Incredibilmente, venticinque anni dopo, questi ultimi sopravvivono.
Devono avere trovato una nicchia di mercato, se c’è qualcuno disposto a leggere un buon numero di libri scelti da altri. Perché di questo alla fine si tratta: si parte con Baricco ed Eco, si finisce con i manuali per il giardino giapponese.
Spero solo che non campino di espedienti, come quella società di cui preferisco non fare il nome che mi ha mandato un sabato mattina due rappresentanti a casa. Ho aperto loro solo perché aspettavo mio fratello, altrimenti avrei risposto loro come rispondo ai testimoni di Geova (lo so che la fine del mondo è vicina, fratello, è per questo che non voglio sprecare neppure un minuto con te). Mi hanno raccontato tutta la solita solfa su quanto meraviglioso sia questo club, e io solo per gentilezza li ho fatti sedere e chiacchierare. Poi, quando hanno capito che non avrebbero spuntato nulla, uno di loro mi ha presentato un modulo (carattere 4, testo fittissimo) chiedendomi di firmarlo: non era un acquisto, mi ha spiegato, ma solo un documento con cui affermavo di aver ricevuto la loro visita e di aver preso visione dell’offerta. Ci serve solo per documentare di essere stati in giro a presentare il prodotto e non a spasso, mi hanno spiegato i due ragazzi, cercando di impietosirmi con la storia del lavoro precario. E va be’, ho pensato, purché ve ne andiate. Ovviamente il pomeriggio stesso mi sono reso conto di aver aderito al club. Avrei ricevuto un libro al mese o giù di lì ad un prezzo vantaggioso, e se non mi piaceva potevo rispedirlo indietro a mie spese.

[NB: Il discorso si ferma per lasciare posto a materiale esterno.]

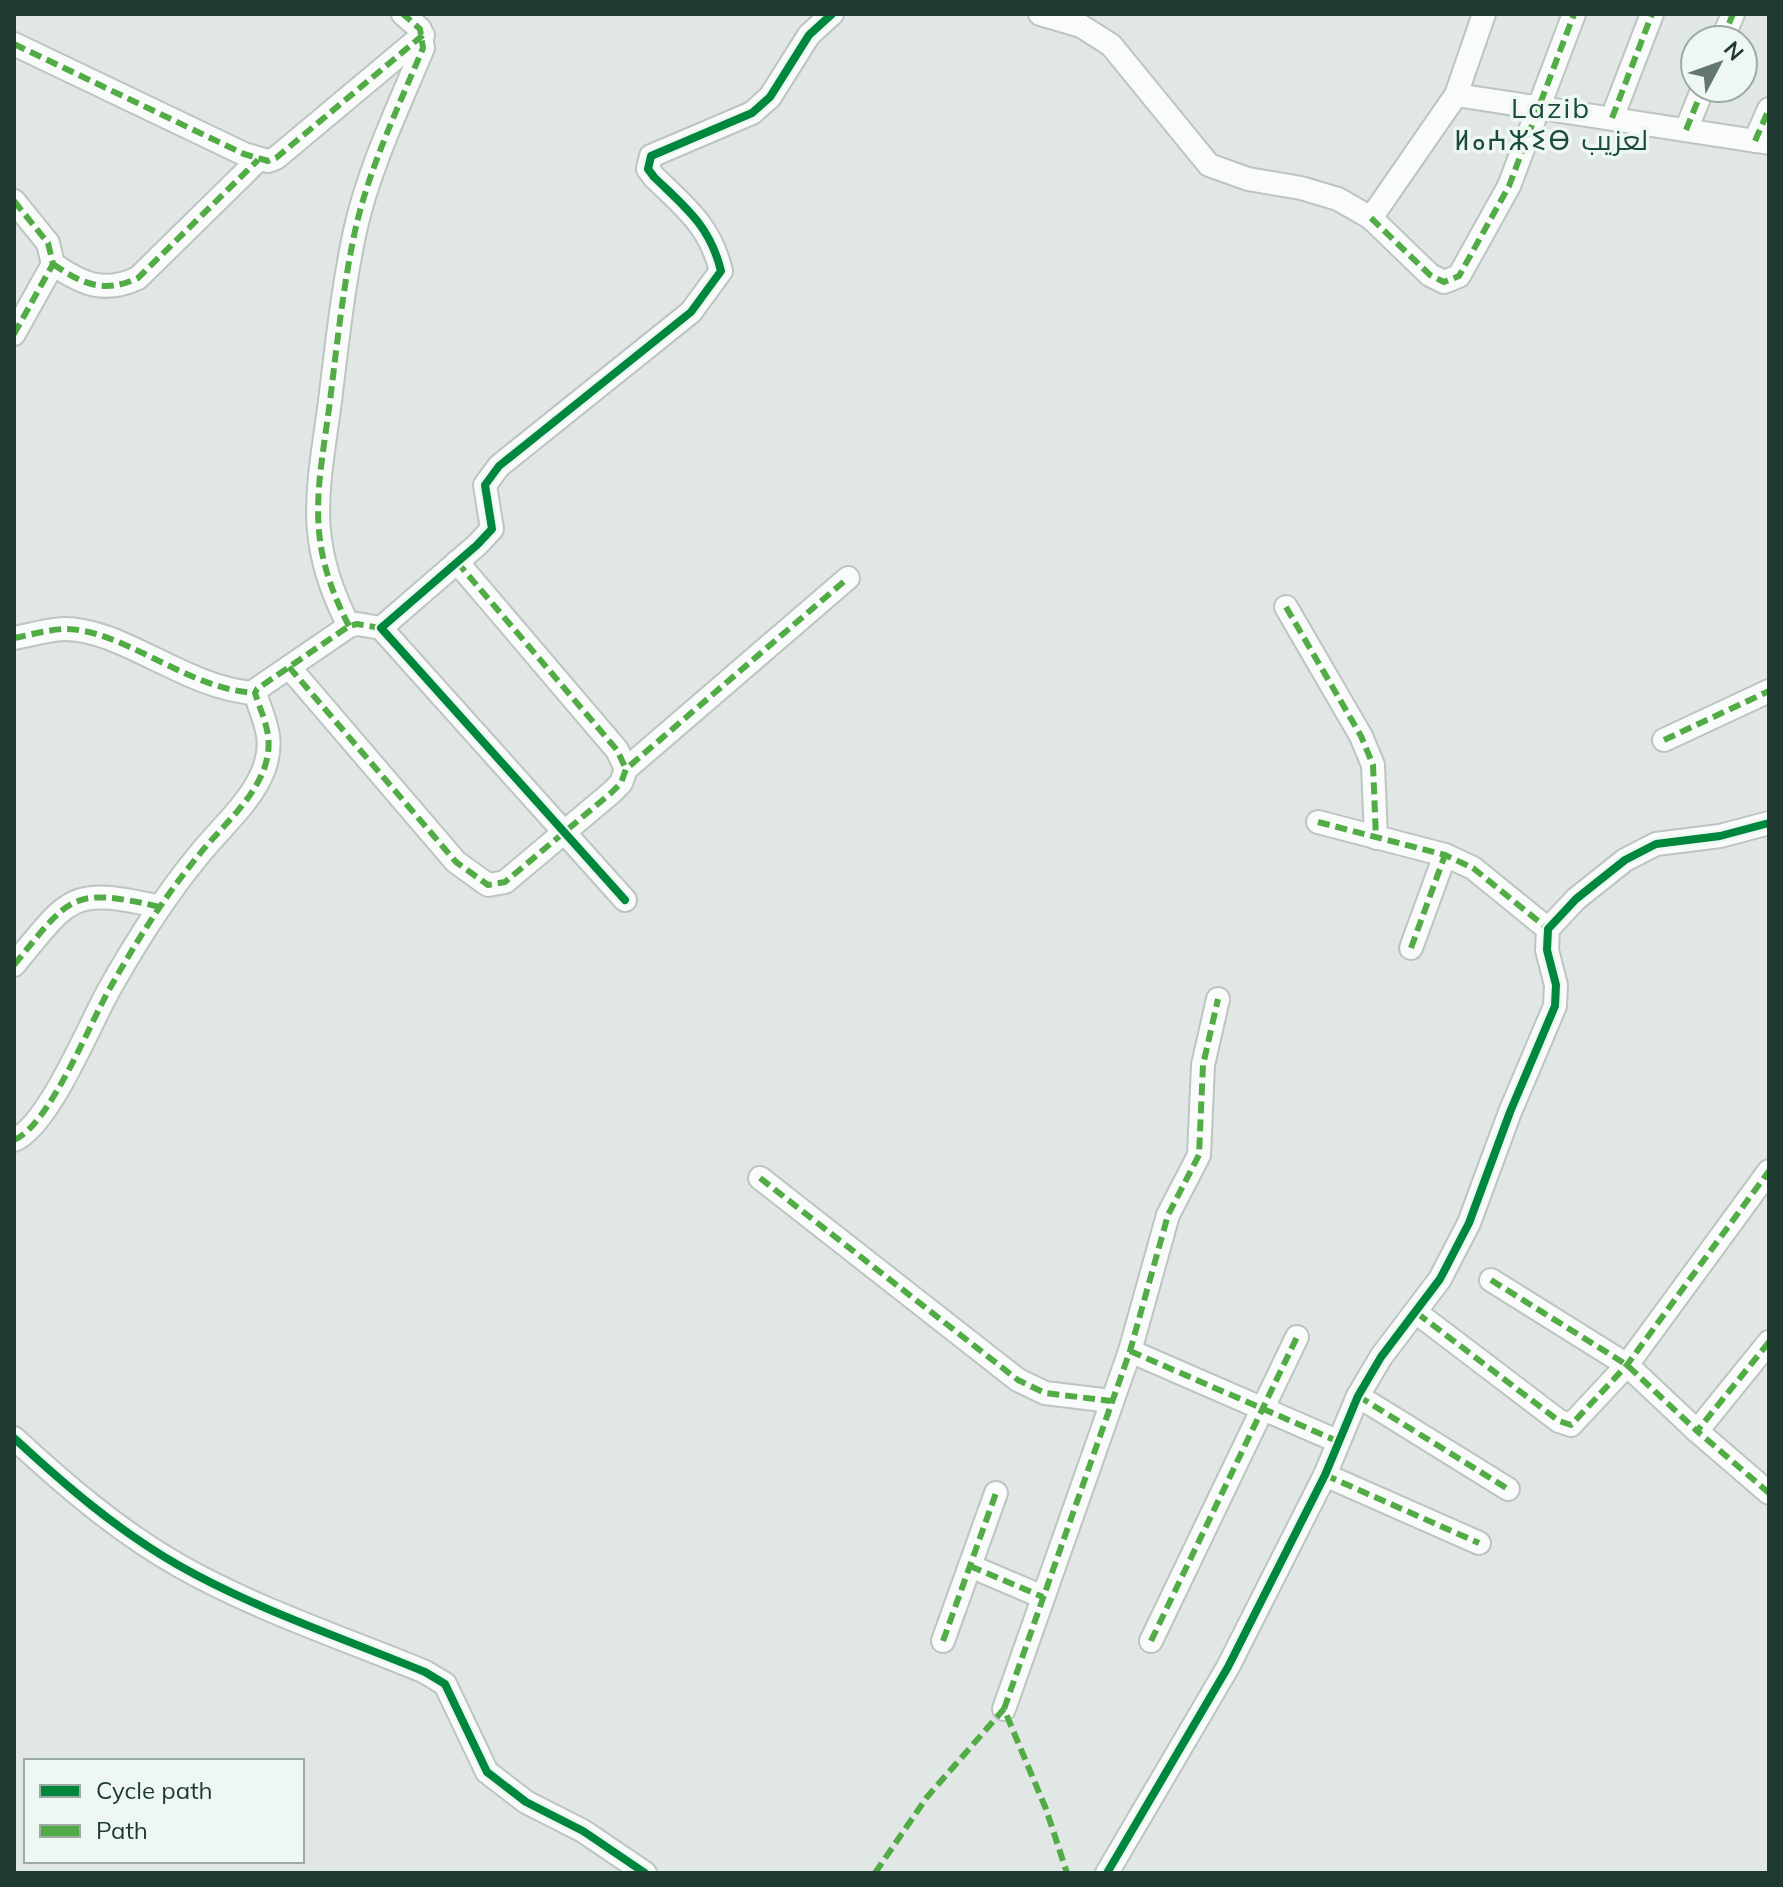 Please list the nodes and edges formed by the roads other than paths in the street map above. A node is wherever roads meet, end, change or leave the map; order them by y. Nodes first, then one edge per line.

Ho immediatamente inviato una raccomandata con ricevuta di ritorno esercitando il diritto di recesso e annullando il contratto.
Ma quanti vecchietti leggono un contratto scritto in corpo 4 presentato da un miserevole e falso farabutto?
Odio Halloween
I nordici sono fondamentalente un popolo di quaquazzoni.
Cioè si fanno facilmente spaventare, e un po’ sembrano anche goderne. Nel lago di Lochness speculano sull’esistenza di un mostro, quando in fondo al lago di Garda al massimo ci trovi qualche pregiudicato e un po’ di scarichi edili.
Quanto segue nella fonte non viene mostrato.